Trillions of bacteria inhabit the human gut. While some of the bacteria are unhealthy pathogens, a large number are beneficial to their hosts. Known as the gut microbiota, these bacteria influence digestion, mood and other aspects of human health.
Some of the lifestyle decisions we make can change the composition of the microbiota, for the better, and for the worse. The typical American diet is filled with processed foods and a sedentary lifestyle can negatively affect bacterial colony size and diversity within the body. Many people now take probiotics to help their microbiota overcome these effects. Now there is evidence that probiotics may provide special benefits to athletes.
Diversity in the microbiota could be beneficial to athletes for several reasons. A 2015 study on mice published in The Journal of Strength & Conditioning Research suggests that gut microbial status is crucial for exercise performance. In this study, Taiwanese scientists found that mice with greater intestinal flora diversity lasted longer in swim-to-exhaustion tests. The mice also produced more antioxidant enzymes, which protect the body from the stress of intense physical activity.
A 2014 study published in the European Journal of Applied Physiology found that taking a probiotic helped runners perform better on a treadmill in 95-degree heat. Bacteria can often leak from the gut into the bloodstream during strenuous activity, which can trigger inflammation that could raise core temperature. Higher core temperatures interfere with the body’s ability to tolerate hot conditions. Probiotics make the gut lining healthier to reduce leakage of pathogenic molecules or bacteria and control temperature-raising inflammation. The subjects of this study demonstrated this theory in that those who took probiotics were able to exercise longer than those who did not.

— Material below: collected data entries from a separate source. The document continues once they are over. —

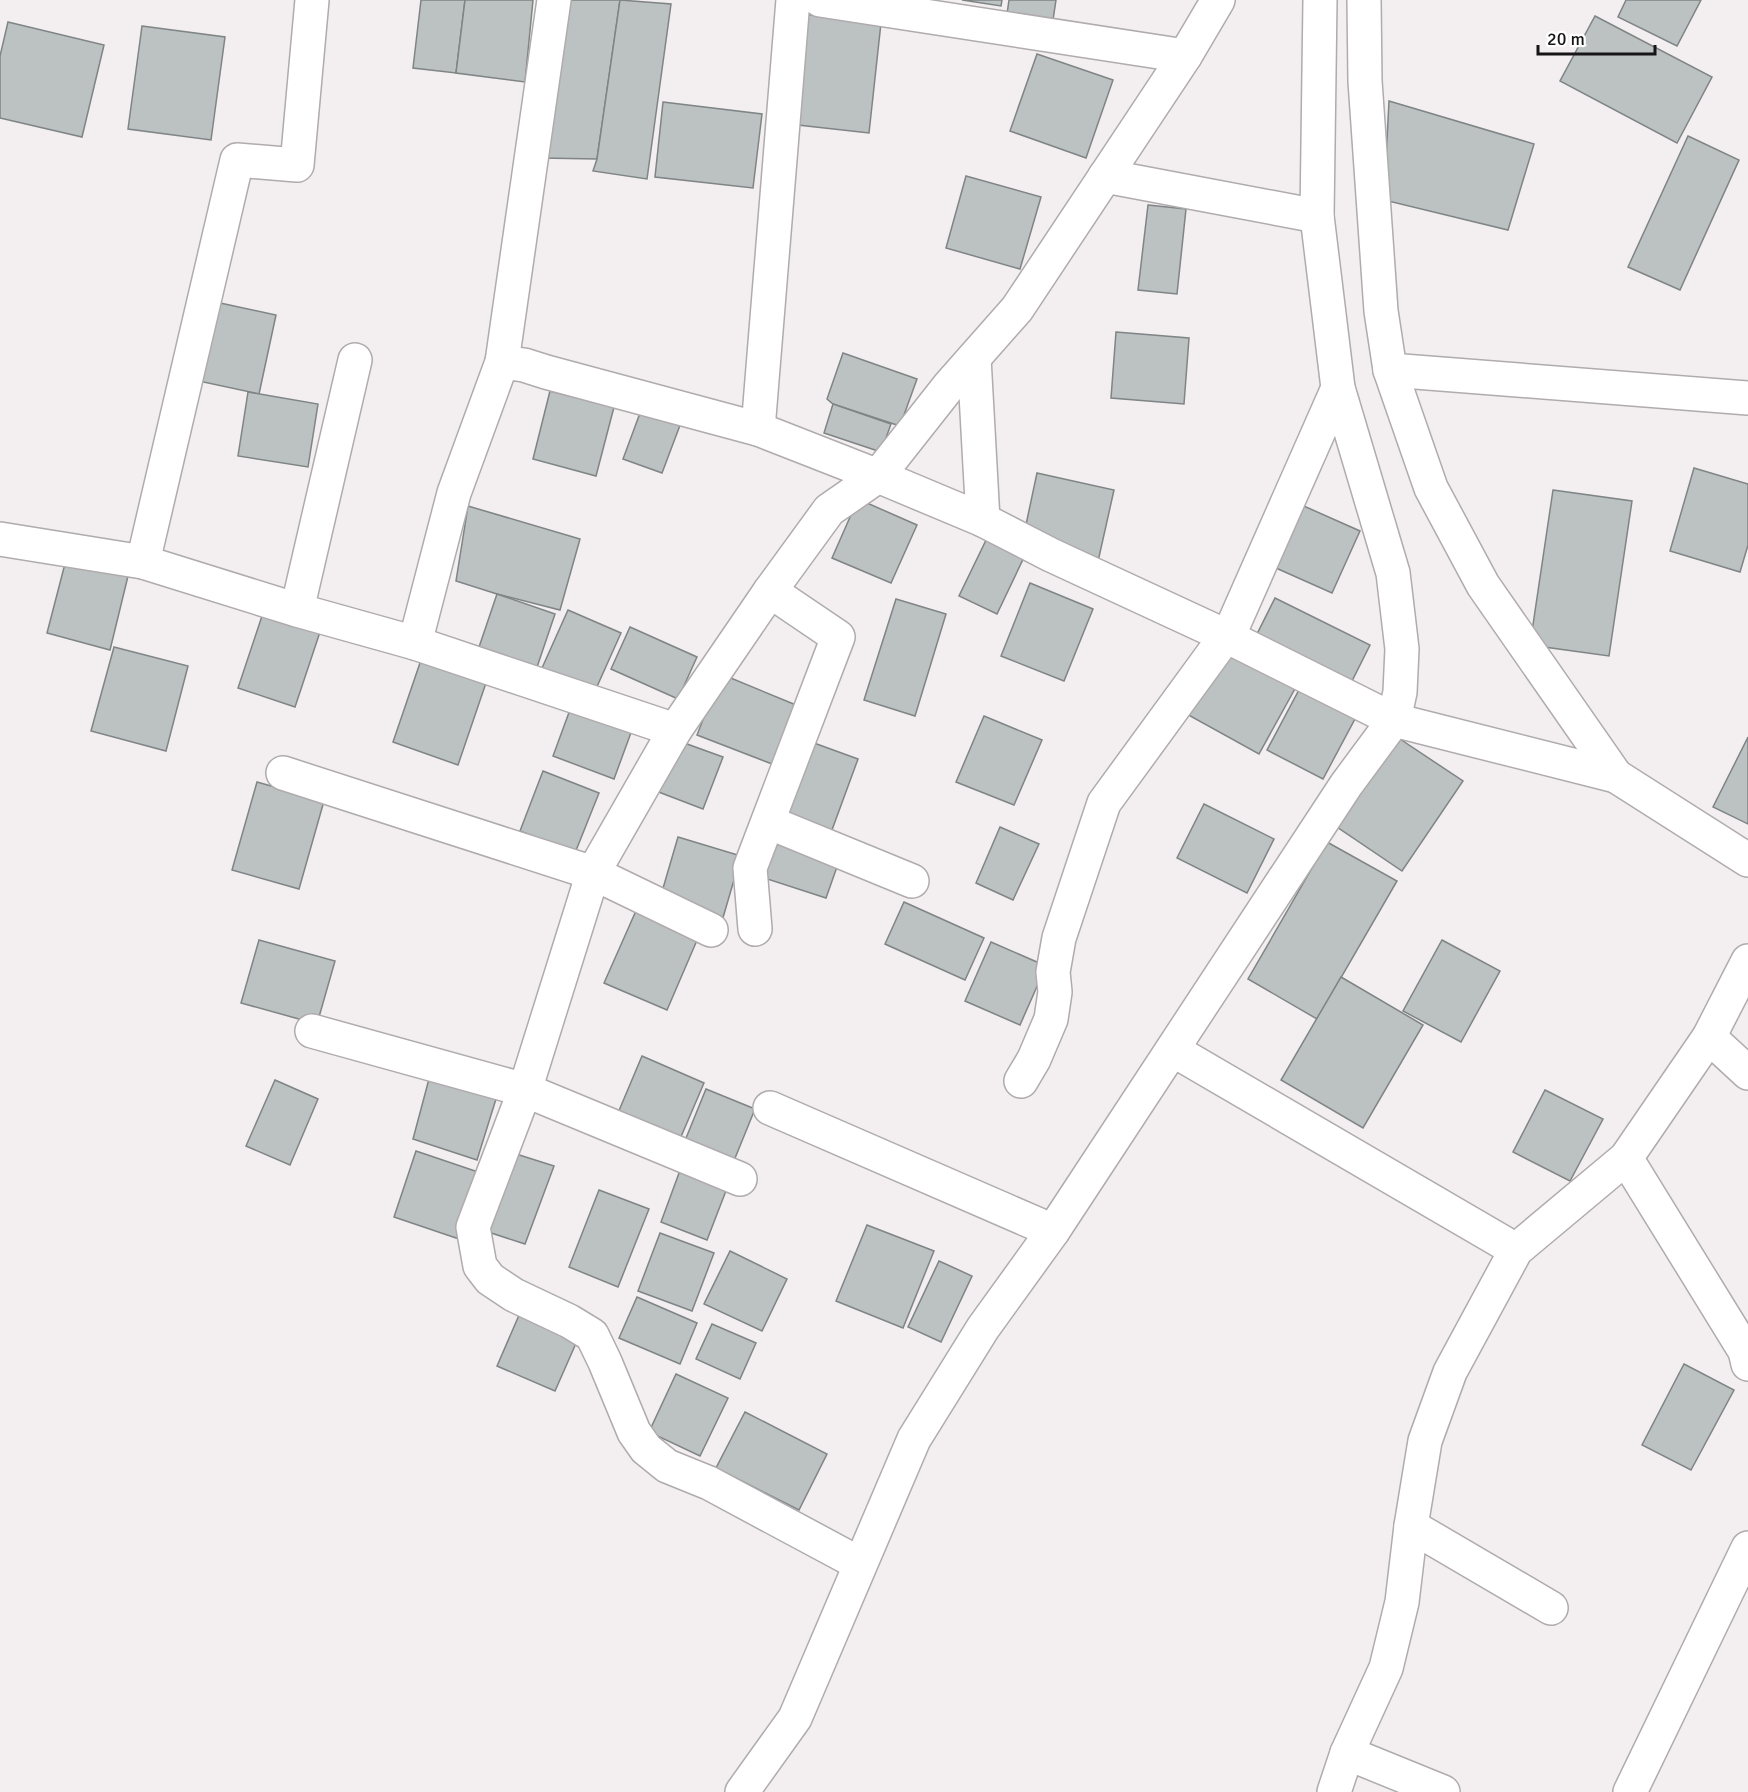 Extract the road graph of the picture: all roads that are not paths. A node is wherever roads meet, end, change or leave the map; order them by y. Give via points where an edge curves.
1 (312, 0) edge
2 (554, 0) edge
3 (793, 0) edge
4 (820, 0) edge
5 (1218, 0) edge
6 (1320, 0) edge
7 (1364, 0) edge
8 (1185, 56) junction
9 (1104, 176) junction
10 (1317, 216) junction
11 (974, 358) junction
12 (355, 360) dead end
13 (502, 362) junction
14 (1390, 370) junction
15 (1338, 388) junction
16 (1748, 398) edge
17 (758, 429) junction
18 (878, 476) junction
19 (983, 520) junction
20 (0, 539) edge
21 (143, 562) junction
22 (770, 591) junction
23 (297, 610) junction
24 (1228, 637) junction
25 (415, 643) junction
26 (1394, 720) junction
27 (675, 729) junction
28 (283, 774) dead end
29 (1616, 776) junction
30 (768, 822) junction
31 (1748, 860) edge
32 (593, 873) junction
33 (912, 881) dead end
34 (755, 929) dead end
35 (711, 930) dead end
36 (1748, 961) edge
37 (312, 1031) dead end
38 (1709, 1037) junction
39 (1173, 1050) junction
40 (1748, 1073) edge
41 (1021, 1081) dead end
42 (525, 1090) junction
43 (770, 1108) dead end
44 (1626, 1158) junction
45 (740, 1179) dead end
46 (1053, 1231) junction
47 (1516, 1251) junction
48 (1748, 1364) edge
49 (1411, 1526) junction
50 (1745, 1560) edge
51 (860, 1564) junction
52 (1551, 1608) dead end
53 (1347, 1753) junction
54 (742, 1792) edge
55 (1334, 1792) edge
56 (1443, 1792) edge
57 (1630, 1792) edge

1 - 21 street via 297,165 237,160
2 - 13 street
3 - 17 street
4 - 8 street
5 - 8 street
6 - 10 street
7 - 14 street via 1365,81 1380,299
8 - 9 street
9 - 10 street
9 - 11 street via 1017,309
10 - 15 street
11 - 18 street
11 - 19 street
12 - 23 street
13 - 17 street
13 - 25 street via 454,493
14 - 16 street
14 - 29 street via 1431,488 1483,585
15 - 24 street
15 - 26 street via 1393,573 1402,650
17 - 18 street
18 - 19 street
18 - 22 street via 829,510
19 - 24 street
20 - 21 street
21 - 23 street
22 - 27 street
22 - 30 street via 838,637
23 - 25 street
24 - 26 street
24 - 41 street via 1104,803 1059,938 1051,1019
25 - 27 street
26 - 29 street
26 - 39 street via 1346,785
27 - 32 street
28 - 32 street
29 - 31 street
30 - 33 street
30 - 34 street via 750,868
32 - 35 street
32 - 42 street
36 - 38 street
37 - 42 street
38 - 40 street
38 - 44 street
39 - 46 street
39 - 47 street
42 - 45 street
42 - 51 street via 473,1227 480,1266 490,1279 514,1295 592,1335 634,1432 660,1461
43 - 46 street
44 - 47 street
44 - 48 street via 1745,1352
46 - 51 street via 983,1328 914,1439
47 - 49 street via 1450,1372 1425,1441
49 - 52 street
49 - 53 street via 1402,1602 1386,1668
50 - 57 street
51 - 54 street via 795,1718
53 - 55 street
53 - 56 street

Microbes in the gut release hormones that may benefit the athlete both physically and mentally. Gut microbes can initiate the release of dopamine, for example, which is a brain chemical involved in movement, motivation, and reward. The microbiota may stimulate the release of serotonin, which helps to transmit impulses between nerve cells and regulate body processes, and GABA, norepinephrine, acetylcholine and melatonin that regulate mood.
Intestinal microbiota interacts with the host’s immune system to help the host’s body tell the difference between friendly and harmful bacteria. This property could help keep athletes from getting sick during heavy training.
Scientists already know that gut bacteria can vary widely between individuals, but they are just beginning to understand why some people have healthier numbers of beneficial gut bacteria than others.
Shifts in the microbiota composition are often correlated with certain conditions, including allergies, asthma, obesity and obesity-related disorders. Now there is evidence that physical activity itself not only benefits from the microbiota but exercise actually increases the diversity and number of gut bacteria.
A 2014 study published in Gut investigates this effect. In this study, researchers compared the gut microbes of 40 professional rugby players with those from non-athletes. They found the rugby players had twice the microbial diversity on average.
Another study on diabetic mice suggests exercise has a direct effect on the variety of microbes inside the gut. Researchers at University of Calgary compared intestinal microbes collected from physically active mice and sedentary mice for six weeks. They found greater numbers of select Firmicutes species and Bifidobacterium in the active mice. The scientists said more research is necessary to determine exactly how exercise influences gut microbiota.
People who exercise report catching fewer colds, according to studies cited by the American College of Sports Medicine (ACSM), but at the same time, too much exertion has been shown to have the opposite effect and may increase the risk for upper respiratory infections (URIs). One of the studies followed 2,311 marathon runners who ran the Los Angeles Marathon and found that one out of seven runners got sick in the week following the marathon, a rate five times higher than for people who trained for the race but did not run. Researchers in South Africa confirmed the results in a different trial of marathon-type exertion.
The ACSM researchers concluded that a steep drop occurs in the immune systems of marathon runners, and this lag in immune function gives viruses and other pathogens an opportunity to gain a foothold. Taking probiotics could lessen this steep drop in immune function and reduce the development of upper respiratory infections and other infectious diseases among extreme athletes.
Researchers continue to study the different ways probiotics may help athletes. These studies will likely yield information that leads to greater understanding of how probiotics support the immune system, control core temperature, extend endurance and more.